Le mécanisme d’action du maralixibat conduisant à la recapture des acides biliaires devrait être similaire dans toutes les tranches d’âge. Les données démontrant l’efficacité chez les patients âgés de moins de 12 mois atteints du syndrome d’Alagille sont limitées. Au cours d’une étude en ouvert, avec groupe unique, menée chez 8 patients âgés de 2 à 10 mois atteints du syndrome d’Alagille, l’évolution moyenne (ET ; médiane ; intervalle) du score de prurit sur l’échelle de grattage évalué par le médecin (Clinician Scratch Scale) (allant de 0 = aucun à 4 = mutilation cutanée, hémorragie et cicatrices manifestes) à la semaine 13 a été de ‑0,2 (1,91 ; ‑1,0 ; ‑3,0 à 3,0) et l’évolution moyenne (ET ; médiane ; intervalle) du taux d’ABs a été de ‑88,91 µmol/L (113,348 ; ‑53,65 ; ‑306,1 à 14,4). Chez deux patients, le prurit et le taux d’ABs se sont tous deux améliorés.
Population pédiatrique
L’Agence européenne des médicaments a différé l’obligation de soumettre les résultats d’études réalisées avec Livmarli dans un ou plusieurs sous‑groupes de la population pédiatrique chez les patients atteints du syndrome d’Alagille (voir rubrique 4.2 pour les informations concernant l’usage pédiatrique).
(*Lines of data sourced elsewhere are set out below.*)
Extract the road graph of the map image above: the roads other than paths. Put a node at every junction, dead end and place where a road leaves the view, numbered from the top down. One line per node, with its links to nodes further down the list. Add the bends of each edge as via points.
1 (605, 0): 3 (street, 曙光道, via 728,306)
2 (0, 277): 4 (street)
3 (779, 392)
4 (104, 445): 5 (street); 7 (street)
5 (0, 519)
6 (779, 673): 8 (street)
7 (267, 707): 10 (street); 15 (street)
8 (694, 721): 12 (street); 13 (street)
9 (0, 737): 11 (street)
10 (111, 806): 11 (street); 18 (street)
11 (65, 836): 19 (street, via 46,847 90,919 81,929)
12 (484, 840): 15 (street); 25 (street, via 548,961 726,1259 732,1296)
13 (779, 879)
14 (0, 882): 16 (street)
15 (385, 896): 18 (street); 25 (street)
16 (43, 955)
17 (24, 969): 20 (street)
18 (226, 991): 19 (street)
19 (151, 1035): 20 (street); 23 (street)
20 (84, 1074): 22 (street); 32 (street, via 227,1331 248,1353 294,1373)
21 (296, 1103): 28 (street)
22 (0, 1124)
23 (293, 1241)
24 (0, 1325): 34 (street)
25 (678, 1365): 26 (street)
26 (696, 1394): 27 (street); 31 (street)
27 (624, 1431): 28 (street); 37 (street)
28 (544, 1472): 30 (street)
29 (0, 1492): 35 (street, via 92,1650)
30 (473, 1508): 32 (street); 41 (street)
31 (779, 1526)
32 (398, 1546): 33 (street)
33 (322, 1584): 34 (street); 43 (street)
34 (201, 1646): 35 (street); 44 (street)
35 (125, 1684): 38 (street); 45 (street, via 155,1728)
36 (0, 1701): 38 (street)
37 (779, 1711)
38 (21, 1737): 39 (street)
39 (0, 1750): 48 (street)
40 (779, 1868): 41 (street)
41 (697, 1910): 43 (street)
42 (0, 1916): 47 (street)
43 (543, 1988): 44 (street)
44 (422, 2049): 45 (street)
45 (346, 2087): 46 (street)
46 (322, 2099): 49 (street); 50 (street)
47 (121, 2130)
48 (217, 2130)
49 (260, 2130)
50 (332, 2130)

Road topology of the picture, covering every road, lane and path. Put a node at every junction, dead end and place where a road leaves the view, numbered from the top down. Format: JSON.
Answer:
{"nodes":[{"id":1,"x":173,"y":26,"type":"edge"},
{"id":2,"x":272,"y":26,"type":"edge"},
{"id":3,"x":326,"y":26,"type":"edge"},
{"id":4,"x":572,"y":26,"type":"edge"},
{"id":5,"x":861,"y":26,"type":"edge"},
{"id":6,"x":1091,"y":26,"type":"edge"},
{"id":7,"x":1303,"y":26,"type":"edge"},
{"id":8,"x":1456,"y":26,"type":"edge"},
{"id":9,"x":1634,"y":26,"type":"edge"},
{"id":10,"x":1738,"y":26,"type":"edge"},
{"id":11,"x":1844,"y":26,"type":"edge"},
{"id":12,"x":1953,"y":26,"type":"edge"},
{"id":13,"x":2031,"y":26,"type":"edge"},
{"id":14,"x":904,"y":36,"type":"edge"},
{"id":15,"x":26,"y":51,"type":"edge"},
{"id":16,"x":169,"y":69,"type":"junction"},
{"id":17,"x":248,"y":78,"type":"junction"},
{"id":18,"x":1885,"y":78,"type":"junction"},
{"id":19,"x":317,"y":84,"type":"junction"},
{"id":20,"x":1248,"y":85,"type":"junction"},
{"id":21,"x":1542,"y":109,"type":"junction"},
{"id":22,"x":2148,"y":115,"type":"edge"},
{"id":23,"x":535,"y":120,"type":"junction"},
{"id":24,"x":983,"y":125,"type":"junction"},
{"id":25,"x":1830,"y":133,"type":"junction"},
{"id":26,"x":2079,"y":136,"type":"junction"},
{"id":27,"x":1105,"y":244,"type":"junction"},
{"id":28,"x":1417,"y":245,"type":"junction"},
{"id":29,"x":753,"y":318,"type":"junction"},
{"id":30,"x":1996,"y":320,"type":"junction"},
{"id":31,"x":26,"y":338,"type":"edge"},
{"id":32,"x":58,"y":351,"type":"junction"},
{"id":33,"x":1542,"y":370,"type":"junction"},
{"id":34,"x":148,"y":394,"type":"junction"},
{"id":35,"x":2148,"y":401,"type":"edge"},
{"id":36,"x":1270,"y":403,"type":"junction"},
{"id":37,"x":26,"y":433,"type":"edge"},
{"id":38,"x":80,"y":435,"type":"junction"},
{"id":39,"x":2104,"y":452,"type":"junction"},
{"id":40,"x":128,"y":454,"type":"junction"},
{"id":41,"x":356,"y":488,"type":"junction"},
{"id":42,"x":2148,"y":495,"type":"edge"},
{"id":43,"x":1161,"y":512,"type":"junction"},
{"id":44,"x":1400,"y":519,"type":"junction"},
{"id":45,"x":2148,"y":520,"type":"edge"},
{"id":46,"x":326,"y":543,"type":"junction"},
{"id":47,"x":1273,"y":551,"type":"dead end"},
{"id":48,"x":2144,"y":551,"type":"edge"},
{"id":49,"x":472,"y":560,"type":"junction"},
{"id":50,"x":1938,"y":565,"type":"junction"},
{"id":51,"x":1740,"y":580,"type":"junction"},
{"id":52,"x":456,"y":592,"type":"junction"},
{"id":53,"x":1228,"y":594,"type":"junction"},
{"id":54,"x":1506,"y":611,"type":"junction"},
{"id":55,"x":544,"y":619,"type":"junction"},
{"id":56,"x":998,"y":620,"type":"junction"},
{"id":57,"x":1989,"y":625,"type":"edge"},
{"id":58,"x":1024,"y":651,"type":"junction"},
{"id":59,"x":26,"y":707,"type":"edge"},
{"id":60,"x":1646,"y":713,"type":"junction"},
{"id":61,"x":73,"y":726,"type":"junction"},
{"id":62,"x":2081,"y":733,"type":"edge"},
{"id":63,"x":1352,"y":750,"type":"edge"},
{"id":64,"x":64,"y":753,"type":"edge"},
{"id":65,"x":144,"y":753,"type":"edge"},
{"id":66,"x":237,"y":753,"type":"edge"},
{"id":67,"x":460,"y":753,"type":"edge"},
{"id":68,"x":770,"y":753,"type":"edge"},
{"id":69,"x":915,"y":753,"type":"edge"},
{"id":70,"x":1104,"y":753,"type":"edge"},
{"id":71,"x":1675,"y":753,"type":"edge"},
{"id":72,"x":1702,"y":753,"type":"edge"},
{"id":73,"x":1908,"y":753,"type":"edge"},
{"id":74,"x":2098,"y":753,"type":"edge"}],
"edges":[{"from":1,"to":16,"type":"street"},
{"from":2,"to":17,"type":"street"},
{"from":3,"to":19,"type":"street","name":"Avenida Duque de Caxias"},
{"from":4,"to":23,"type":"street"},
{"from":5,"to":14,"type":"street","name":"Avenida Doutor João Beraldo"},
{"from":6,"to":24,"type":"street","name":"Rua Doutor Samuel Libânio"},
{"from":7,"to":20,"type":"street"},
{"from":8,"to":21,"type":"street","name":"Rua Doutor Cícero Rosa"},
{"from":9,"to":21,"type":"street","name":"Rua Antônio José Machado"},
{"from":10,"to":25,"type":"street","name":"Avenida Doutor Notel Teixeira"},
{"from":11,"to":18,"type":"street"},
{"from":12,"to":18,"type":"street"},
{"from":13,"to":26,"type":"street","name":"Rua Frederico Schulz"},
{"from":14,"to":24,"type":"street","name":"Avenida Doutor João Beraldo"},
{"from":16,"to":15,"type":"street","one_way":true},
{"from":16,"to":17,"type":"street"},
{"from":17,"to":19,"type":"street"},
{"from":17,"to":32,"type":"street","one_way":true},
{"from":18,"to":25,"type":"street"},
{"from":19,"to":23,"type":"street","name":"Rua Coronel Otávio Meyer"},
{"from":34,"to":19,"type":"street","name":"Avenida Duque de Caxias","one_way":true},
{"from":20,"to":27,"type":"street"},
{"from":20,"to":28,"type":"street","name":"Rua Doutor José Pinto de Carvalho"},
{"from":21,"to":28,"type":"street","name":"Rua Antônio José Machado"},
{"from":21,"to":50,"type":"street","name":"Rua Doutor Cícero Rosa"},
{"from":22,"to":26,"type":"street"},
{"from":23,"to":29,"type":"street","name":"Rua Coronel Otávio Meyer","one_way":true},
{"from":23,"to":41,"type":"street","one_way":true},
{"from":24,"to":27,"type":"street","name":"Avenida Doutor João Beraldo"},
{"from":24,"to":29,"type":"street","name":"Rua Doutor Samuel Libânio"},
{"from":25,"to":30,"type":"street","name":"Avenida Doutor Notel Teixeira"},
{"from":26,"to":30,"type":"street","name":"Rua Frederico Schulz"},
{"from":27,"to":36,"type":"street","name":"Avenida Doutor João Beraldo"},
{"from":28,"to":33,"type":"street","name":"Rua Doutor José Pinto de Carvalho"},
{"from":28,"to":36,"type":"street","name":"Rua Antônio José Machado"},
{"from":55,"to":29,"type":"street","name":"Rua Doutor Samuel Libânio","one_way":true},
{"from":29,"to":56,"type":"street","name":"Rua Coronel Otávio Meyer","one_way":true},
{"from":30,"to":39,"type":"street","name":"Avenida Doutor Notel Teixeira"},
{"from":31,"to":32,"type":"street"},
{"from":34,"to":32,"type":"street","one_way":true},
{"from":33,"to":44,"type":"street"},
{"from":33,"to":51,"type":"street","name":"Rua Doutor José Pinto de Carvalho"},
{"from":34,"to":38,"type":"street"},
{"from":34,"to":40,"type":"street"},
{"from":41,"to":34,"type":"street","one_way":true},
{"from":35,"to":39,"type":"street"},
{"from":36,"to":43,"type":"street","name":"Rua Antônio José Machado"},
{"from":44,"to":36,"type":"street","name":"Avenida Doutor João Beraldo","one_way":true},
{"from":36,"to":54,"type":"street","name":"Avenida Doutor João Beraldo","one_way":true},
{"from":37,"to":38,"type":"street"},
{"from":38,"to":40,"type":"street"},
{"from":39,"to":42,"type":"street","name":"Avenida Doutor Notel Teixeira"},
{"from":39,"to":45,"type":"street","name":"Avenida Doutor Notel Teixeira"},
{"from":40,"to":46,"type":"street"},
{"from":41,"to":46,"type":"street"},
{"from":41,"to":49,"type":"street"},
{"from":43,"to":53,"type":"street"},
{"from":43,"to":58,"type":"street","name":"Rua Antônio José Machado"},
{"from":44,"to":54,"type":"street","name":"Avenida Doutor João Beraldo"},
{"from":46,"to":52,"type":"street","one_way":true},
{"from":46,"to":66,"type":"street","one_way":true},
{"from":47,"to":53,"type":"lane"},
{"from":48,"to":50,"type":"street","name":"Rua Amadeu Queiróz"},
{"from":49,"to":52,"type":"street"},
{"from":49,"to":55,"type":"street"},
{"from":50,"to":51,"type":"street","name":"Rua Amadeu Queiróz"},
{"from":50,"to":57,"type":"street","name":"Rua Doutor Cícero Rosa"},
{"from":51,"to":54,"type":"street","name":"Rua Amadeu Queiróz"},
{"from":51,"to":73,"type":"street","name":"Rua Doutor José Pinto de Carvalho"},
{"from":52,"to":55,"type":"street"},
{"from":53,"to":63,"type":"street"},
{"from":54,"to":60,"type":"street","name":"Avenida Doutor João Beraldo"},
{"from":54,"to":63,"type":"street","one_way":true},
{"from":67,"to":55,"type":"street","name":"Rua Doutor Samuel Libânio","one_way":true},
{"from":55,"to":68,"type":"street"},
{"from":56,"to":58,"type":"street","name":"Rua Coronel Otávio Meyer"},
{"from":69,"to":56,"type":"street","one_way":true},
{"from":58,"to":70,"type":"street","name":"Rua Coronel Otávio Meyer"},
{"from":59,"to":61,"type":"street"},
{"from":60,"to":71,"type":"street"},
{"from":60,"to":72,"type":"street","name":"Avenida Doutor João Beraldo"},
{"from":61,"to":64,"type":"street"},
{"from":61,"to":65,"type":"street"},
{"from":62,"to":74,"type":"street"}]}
Circonstances exceptionnelles
Une autorisation de mise sur le marché « sous circonstances exceptionnelles » a été délivrée pour ce médicament. Cela signifie qu’en raison de la rareté de cette maladie, il n’a pas été possible d’obtenir des informations complètes concernant ce médicament. L’Agence européenne du médicament réévaluera chaque année toute nouvelle information qui pourrait être disponible, et, si nécessaire, ce RCP sera mis à jour.